Re: Many-to-many relationships in databases
by leriksen (Curate) on Oct 28, 2005 at 06:32 UTC
    I'm not the strongest on SQL, but I think you can use 'in' to solve your problem i.e.

    SELECT book FROM BooksAuthors WHERE Author in ('Jones', 'Smith');

    SQL syntax may not be perfect - not my main field of expertise

    Also look at SQL::Abstract and the extension to Class::DBI that uses it, Class::DBI::AbstractSearch, for an easy way to build these queries dynamically using perl data structures, for any length list of authors.

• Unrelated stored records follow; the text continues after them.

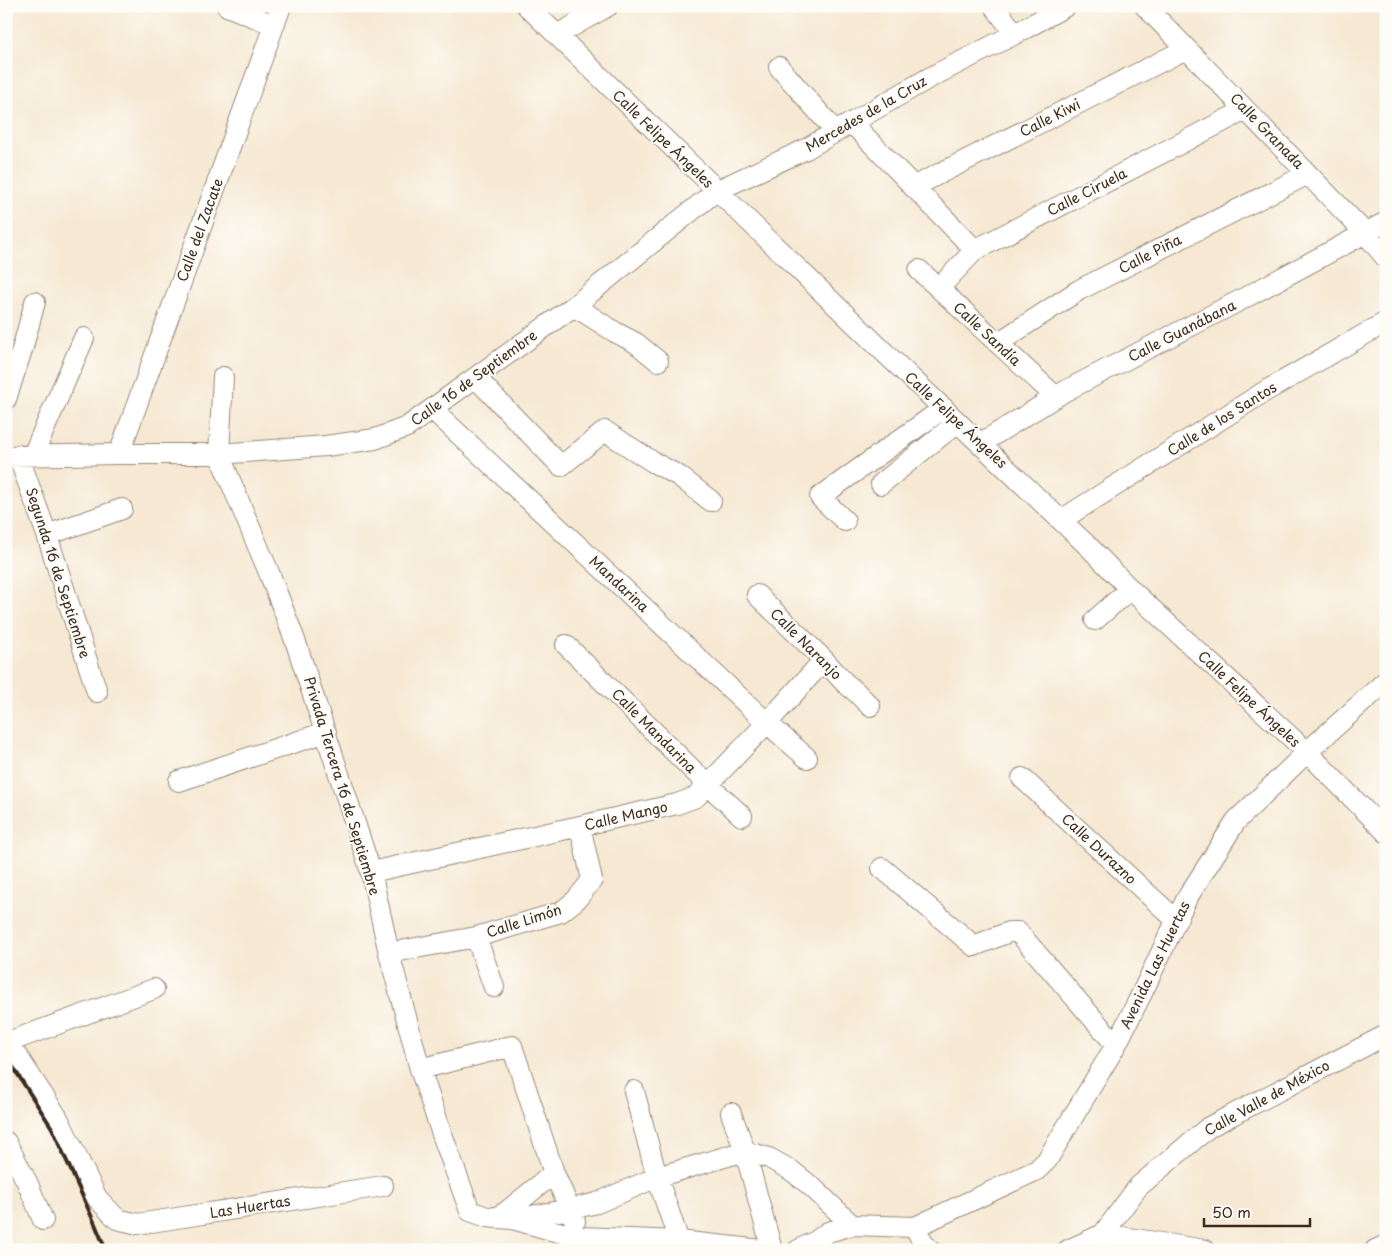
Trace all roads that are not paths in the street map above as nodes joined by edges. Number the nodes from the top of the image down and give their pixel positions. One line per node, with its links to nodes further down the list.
1 (227, 6): 8 (street)
2 (281, 6): 8 (street, Calle del Zacate)
3 (526, 6): 10 (street, Calle Felipe Ángeles)
4 (608, 6): 10 (street)
5 (994, 6): 9 (street)
6 (1066, 6): 9 (street, Mercedes de la Cruz)
7 (1146, 6): 11 (street, Calle Granada)
8 (274, 25): 38 (street, Calle del Zacate)
9 (1015, 34): 14 (street, Mercedes de la Cruz)
10 (557, 35): 17 (street, Calle Felipe Ángeles)
11 (1186, 49): 13 (street, Calle Granada); 16 (street, Calle Kiwi)
12 (779, 67): 14 (street)
13 (1245, 110): 15 (street, Calle Granada); 20 (street, Calle Ciruela)
14 (844, 127): 16 (street); 17 (street, Mercedes de la Cruz)
15 (1308, 174): 19 (street, Calle Granada); 28 (street, Calle Piña)
16 (914, 186): 20 (street)
17 (716, 191): 25 (street, Calle 16 de Septiembre); 34 (street, Calle Felipe Ángeles)
18 (1386, 222): 19 (street, Calle Guanábana)
19 (1365, 233): 21 (street, Calle Granada); 32 (street, Calle Guanábana)
20 (975, 250): 23 (street, Calle Ciruela)
21 (1386, 258)
22 (919, 270): 23 (street, Calle Sandía)
23 (939, 288): 28 (street, Calle Sandía)
24 (35, 302): 33 (street)
25 (574, 306): 29 (street); 31 (street, Calle 16 de Septiembre)
26 (1386, 322): 44 (street, Calle de los Santos)
27 (84, 338): 40 (street)
28 (998, 343): 32 (street, Calle Sandía)
29 (658, 361)
30 (223, 377): 39 (street)
31 (476, 378): 35 (street, Calle 16 de Septiembre); 42 (street)
32 (1056, 397): 37 (street, Calle Guanábana)
33 (6, 399)
34 (944, 408): 36 (street, Calle Felipe Ángeles); 45 (street)
35 (432, 409): 39 (street, Calle 16 de Septiembre); 55 (street, Mandarina)
36 (958, 422): 37 (street, Calle Felipe Ángeles); 41 (street)
37 (981, 443): 44 (street, Calle Felipe Ángeles)
38 (119, 454): 39 (street, Calle 16 de Septiembre); 40 (street, Calle 16 de Septiembre)
39 (219, 454): 56 (street, Privada Tercera 16 de Septiembre)
40 (19, 455): 46 (street, Segunda 16 de Septiembre)
41 (881, 484)
42 (712, 501)
43 (122, 509): 46 (street)
44 (1061, 520): 47 (street, Calle Felipe Ángeles)
45 (845, 521)
46 (47, 535): 53 (street, Segunda 16 de Septiembre)
47 (1130, 589): 49 (street); 57 (street, Calle Felipe Ángeles)
48 (757, 595): 51 (street, Calle Naranjo)
49 (1095, 620)
50 (566, 644): 61 (street, Calle Mandarina)
51 (824, 660): 54 (street, Calle Naranjo); 55 (street, Calle Mango)
52 (1386, 681): 57 (street, Avenida Las Huertas)
53 (97, 692)
54 (870, 706)
55 (767, 723): 58 (street, Mandarina); 61 (street, Calle Mango)
56 (326, 732): 60 (street); 66 (street, Privada Tercera 16 de Septiembre)
57 (1307, 752): 64 (street, Calle Felipe Ángeles); 67 (street, Avenida Las Huertas)
58 (807, 758)
59 (1022, 778): 67 (street, Calle Durazno)
60 (179, 781)
61 (708, 785): 62 (street, Calle Mandarina); 63 (street, Calle Mango)
62 (742, 816)
63 (580, 826): 66 (street, Calle Mango); 68 (street, Calle Limón)
64 (1386, 832)
65 (882, 868): 74 (street)
66 (371, 872): 69 (street, Privada Tercera 16 de Septiembre)
67 (1176, 920): 74 (street, Avenida Las Huertas)
68 (476, 937): 69 (street, Calle Limón); 70 (street)
69 (389, 953): 75 (street, Privada Tercera 16 de Septiembre)
70 (494, 987)
71 (154, 990): 73 (street)
72 (1386, 1035): 89 (street, Calle Valle de México)
73 (7, 1040): 83 (street, Las Huertas)
74 (1116, 1045): 88 (street, Avenida Las Huertas)
75 (420, 1069): 80 (street); 85 (street, Privada Tercera 16 de Septiembre)
76 (634, 1092): 81 (street)
77 (730, 1113): 79 (street)
78 (6, 1142): 82 (street)
79 (746, 1151): 81 (street); 87 (street); 94 (street)
80 (554, 1173): 84 (street); 85 (street)
81 (657, 1177): 84 (street); 91 (street)
82 (14, 1178): 86 (street)
83 (383, 1186)
84 (571, 1209): 85 (street); 90 (street)
85 (503, 1219): 90 (street)
86 (43, 1220)
87 (852, 1225): 88 (street, Avenida Las Huertas); 95 (street, Avenida Las Huertas)
88 (915, 1226): 96 (street)
89 (1103, 1234): 97 (street, Calle Valle de México); 98 (street)
90 (581, 1236): 91 (street)
91 (679, 1241): 93 (street)
92 (1386, 1245): 99 (street)
93 (762, 1250)
94 (772, 1250)
95 (798, 1250)
96 (930, 1250)
97 (1068, 1250)
98 (1205, 1250)
99 (1375, 1250)

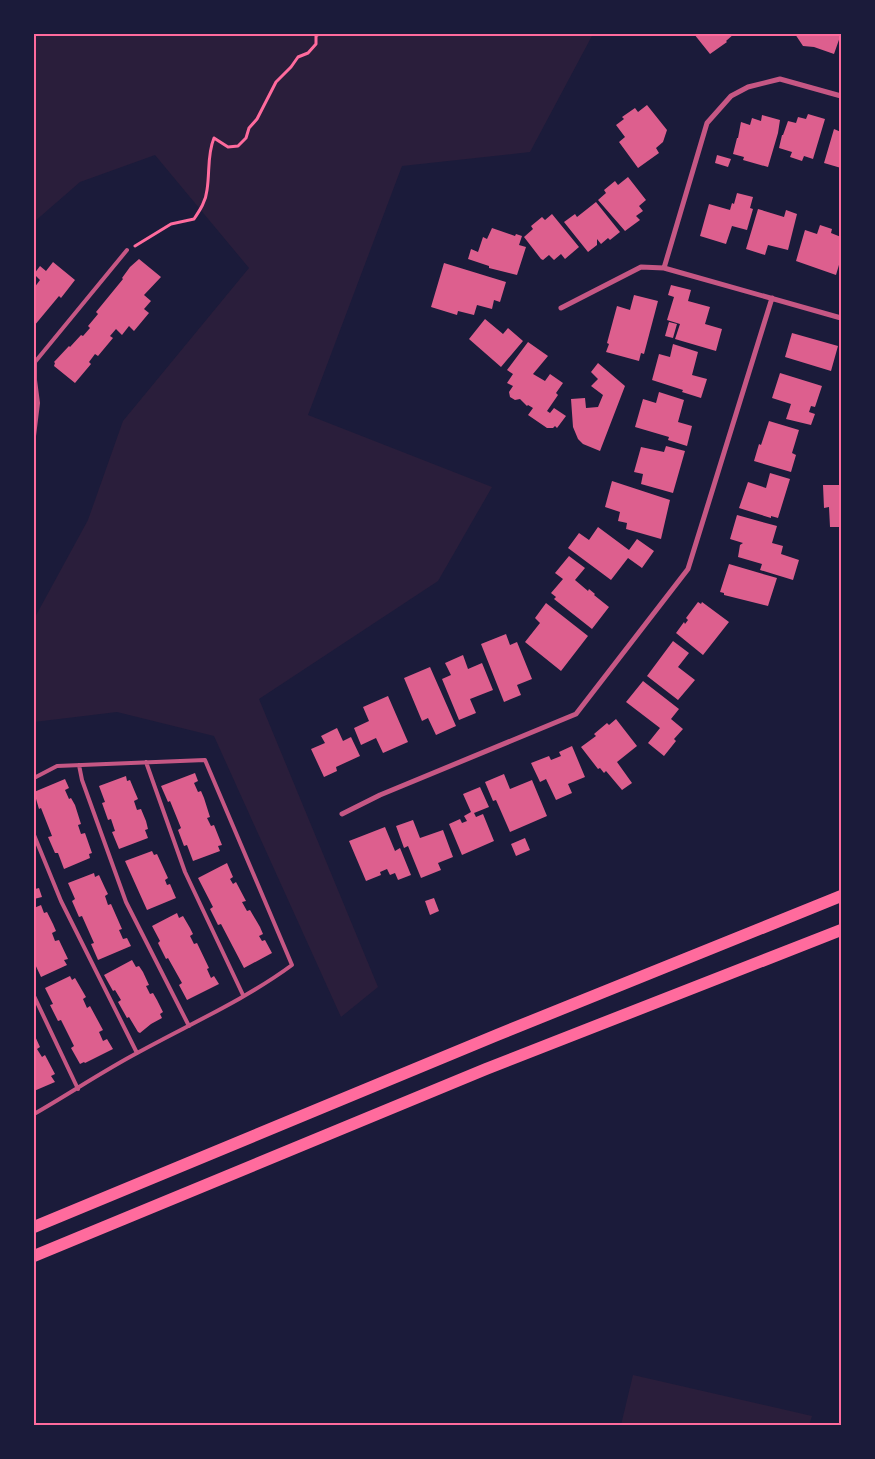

    ...reality must take precedence over public relations, for nature cannot be fooled. - R P Feynmann

      That's close but will also return books authored by only one of 'Jones' or 'Smith' alone. Of course, some quick Perl filtering might be easier than doing it in SQL.

        I don't think that's true, unless different SQL engines implement IN differently.
        On all the engines I've used, IN is equivalent to a list of OR statements.
Re: Many-to-many relationships in databases
by Delusional (Beadle) on Oct 28, 2005 at 12:06 UTC
    Just my 2 cents here. The IN is CaSe sensitive, so a search for Smith will only return Smith, not smith (atleast not in the MySQL version I have here). Sounds trivial, however, if your allowing the user to enter a name, then its no longer trivial. On the other hand LIKE returns Smith, smith, sMiTh and any other variants, however, each queried name must be entered indivuially.... (The good with the bad I guess).
    SELECT book FROM BooksAuthors AS B1 JOIN BooksAuthors AS B2 WHERE B1.Author LIKE '%Jones%' AND B2.Authors LIKE '%Smith%' AND B1.Book = B2.Book
    To note here, the % sign is a wild card. Thus, if searching for John using John%, would also return items like Johny. Use only if you think it may be necessary.

    You could make a for loop to create a query variable that, essentually does something like:
    Assign select query up to WHERE
    Loop through user input adding B1.Author LIKE '$input' AND B2.Authors LIKE '$input' (don't forget an AND or OR claus between each pass)
    Add the AND B1.Book = B2.Book to the end of the variable, then run the query, process the output.

      Just convert everything to upper case. Far more efficient than using LIKE unnecessarily.

      SELECT book FROM BooksAuthors AS B1 JOIN BooksAuthors AS B2 ON B1.Book = B2.Book WHERE UPPER(B1.Author) = 'JONES' AND UPPER(B2.Author) = 'SMITH'
      --
      <http://dave.org.uk>

      "The first rule of Perl club is you do not talk about Perl club."